When times are good, companies often use excess profitability to grow a business. To accomplish this, additional business lines might be added to increase the number of revenue streams coming in. Sometimes, the added business might be something completely separate from the core business, and the original management team has little experience in running this type of company.
Possibly, the new business line will not integrate successfully into the original company. Eventually, a company with multiple business lines may decide to streamline its operations as a result of faltering profits or an unsuccessful integration. In the process, there could be a divestiture of any noncore assets that are not a part of the company's primary revenue stream. The divestiture could be in the form of a sale, or a company might spin off another division into its own operating entity.
A company may decide to divest a division simply because it is not competitive enough versus other similar businesses in the same industry. If a business does not have enough distribution in a market, or market share, it could make sense to sell this division. Management might find it more prudent to use the assets from that divestiture to invest in a business that is more aligned with the mission statement of that company.
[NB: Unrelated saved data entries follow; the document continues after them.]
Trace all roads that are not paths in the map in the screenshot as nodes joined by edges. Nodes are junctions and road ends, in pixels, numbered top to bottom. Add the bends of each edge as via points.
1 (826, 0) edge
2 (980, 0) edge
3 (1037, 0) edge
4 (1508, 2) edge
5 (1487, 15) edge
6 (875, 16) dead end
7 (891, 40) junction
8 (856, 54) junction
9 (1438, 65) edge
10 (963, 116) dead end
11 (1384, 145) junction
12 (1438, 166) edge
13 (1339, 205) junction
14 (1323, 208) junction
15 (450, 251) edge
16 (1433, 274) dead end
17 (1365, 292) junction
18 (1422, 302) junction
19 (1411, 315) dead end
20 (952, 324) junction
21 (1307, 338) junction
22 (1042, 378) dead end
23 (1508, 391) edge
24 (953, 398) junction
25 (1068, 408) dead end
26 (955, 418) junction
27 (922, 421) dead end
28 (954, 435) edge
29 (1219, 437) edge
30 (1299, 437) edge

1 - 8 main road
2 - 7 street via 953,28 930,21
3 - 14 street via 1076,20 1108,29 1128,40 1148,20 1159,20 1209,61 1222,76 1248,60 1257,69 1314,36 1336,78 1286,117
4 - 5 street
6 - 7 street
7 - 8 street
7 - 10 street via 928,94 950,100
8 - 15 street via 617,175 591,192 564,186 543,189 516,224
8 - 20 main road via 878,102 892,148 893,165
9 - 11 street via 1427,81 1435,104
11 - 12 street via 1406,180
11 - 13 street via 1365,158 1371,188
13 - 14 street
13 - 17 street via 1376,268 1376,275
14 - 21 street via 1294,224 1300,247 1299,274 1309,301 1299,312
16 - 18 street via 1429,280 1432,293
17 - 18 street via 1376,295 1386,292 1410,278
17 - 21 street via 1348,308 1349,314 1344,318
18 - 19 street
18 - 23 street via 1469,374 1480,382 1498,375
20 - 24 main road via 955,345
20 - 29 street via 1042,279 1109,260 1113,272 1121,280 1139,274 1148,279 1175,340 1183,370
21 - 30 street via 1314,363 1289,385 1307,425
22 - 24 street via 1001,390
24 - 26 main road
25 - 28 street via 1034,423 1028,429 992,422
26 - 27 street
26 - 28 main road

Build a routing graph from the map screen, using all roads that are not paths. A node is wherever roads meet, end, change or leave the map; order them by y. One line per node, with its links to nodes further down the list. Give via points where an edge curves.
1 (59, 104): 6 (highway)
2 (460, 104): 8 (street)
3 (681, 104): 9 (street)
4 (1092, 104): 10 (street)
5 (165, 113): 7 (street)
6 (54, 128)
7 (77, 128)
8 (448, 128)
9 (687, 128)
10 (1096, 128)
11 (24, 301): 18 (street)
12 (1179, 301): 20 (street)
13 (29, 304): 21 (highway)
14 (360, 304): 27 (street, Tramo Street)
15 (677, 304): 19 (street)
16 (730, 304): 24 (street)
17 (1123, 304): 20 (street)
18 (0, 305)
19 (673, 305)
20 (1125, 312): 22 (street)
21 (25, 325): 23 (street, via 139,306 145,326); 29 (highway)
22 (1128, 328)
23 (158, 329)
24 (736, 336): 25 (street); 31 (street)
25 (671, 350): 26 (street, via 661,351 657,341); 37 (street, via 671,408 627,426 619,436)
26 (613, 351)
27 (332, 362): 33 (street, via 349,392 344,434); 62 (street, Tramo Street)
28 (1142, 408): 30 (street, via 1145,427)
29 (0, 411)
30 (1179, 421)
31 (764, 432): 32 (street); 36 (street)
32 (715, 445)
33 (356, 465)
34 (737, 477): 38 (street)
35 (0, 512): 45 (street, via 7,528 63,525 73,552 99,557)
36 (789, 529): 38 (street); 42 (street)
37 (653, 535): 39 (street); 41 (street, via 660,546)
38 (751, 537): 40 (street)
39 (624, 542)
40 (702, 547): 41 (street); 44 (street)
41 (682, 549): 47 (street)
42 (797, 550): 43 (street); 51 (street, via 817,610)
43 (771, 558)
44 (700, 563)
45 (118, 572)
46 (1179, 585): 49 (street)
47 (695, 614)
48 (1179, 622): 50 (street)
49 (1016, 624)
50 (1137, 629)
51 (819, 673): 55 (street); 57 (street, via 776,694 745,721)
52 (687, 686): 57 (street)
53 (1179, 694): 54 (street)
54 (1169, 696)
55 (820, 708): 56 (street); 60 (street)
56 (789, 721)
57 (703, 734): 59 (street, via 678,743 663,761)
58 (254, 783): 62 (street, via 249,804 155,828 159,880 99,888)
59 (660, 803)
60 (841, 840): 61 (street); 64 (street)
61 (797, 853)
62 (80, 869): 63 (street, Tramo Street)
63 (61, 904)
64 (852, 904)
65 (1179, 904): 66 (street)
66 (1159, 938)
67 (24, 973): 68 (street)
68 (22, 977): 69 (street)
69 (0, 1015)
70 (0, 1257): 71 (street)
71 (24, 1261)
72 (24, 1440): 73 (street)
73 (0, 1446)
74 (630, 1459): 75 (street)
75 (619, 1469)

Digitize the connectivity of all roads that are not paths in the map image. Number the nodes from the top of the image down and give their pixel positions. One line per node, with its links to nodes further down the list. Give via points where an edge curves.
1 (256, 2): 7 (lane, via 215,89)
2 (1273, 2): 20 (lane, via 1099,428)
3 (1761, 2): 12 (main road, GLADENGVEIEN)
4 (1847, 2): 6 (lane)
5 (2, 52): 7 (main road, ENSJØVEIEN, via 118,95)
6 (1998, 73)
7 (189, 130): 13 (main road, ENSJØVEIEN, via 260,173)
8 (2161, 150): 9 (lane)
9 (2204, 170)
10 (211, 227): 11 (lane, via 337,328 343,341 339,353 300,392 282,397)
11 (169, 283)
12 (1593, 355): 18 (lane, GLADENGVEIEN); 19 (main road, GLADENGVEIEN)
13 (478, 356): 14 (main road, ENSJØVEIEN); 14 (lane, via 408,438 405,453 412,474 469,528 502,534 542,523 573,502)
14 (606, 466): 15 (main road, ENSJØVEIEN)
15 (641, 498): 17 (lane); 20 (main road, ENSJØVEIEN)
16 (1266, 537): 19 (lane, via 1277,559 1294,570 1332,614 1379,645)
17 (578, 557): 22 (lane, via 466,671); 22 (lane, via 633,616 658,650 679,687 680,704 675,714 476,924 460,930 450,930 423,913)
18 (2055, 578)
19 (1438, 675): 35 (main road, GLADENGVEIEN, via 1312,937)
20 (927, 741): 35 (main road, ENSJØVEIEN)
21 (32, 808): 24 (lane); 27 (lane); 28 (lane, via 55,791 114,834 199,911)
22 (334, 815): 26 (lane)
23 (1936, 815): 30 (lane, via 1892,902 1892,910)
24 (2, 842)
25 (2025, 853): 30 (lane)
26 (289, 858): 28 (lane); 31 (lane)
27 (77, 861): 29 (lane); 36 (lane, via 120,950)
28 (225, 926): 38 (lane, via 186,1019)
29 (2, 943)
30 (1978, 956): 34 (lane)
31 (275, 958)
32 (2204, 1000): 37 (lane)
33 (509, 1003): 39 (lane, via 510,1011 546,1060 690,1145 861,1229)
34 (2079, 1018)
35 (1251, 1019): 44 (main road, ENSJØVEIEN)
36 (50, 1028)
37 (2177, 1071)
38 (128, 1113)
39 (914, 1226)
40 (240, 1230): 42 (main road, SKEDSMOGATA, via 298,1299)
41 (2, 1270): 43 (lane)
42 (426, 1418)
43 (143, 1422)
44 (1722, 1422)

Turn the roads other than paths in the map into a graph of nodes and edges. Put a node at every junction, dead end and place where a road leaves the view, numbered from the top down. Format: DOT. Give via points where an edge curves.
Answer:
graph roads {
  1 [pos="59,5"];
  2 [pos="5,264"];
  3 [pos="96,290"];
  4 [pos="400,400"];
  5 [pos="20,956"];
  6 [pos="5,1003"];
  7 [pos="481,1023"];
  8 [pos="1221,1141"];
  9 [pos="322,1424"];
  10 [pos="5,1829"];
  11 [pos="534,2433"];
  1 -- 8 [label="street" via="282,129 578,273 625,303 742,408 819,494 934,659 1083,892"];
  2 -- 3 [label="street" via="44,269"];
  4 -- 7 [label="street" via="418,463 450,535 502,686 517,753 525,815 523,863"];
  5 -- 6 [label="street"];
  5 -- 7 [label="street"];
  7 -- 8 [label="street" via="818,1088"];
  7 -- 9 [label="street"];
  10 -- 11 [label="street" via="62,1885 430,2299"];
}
In addition to a change in direction or strategy, a divestiture could also occur out of necessity. A divestiture could make the difference between a company or individual filing for bankruptcy or not. When a company is facing pressure on its balance sheet, and liabilities far exceed any assets or profits, divesting of some assets could raise the necessary capital to pay down any debts or invest in necessary equipment to continue operations. An individual facing bankruptcy due to excessive debt might be able to divest of assets, such as cars or real estate, in order to raise money.
Some divestitures can be done in a quick manner, but not all assets are that liquid, or can easily be exchanged for cash. As a result, some divestitures might unfold slowly over a period of time. Financial advisers and attorneys specialize in corporate and individual divestitures and can help facilitate the process and identify assets that are suitable for divestiture.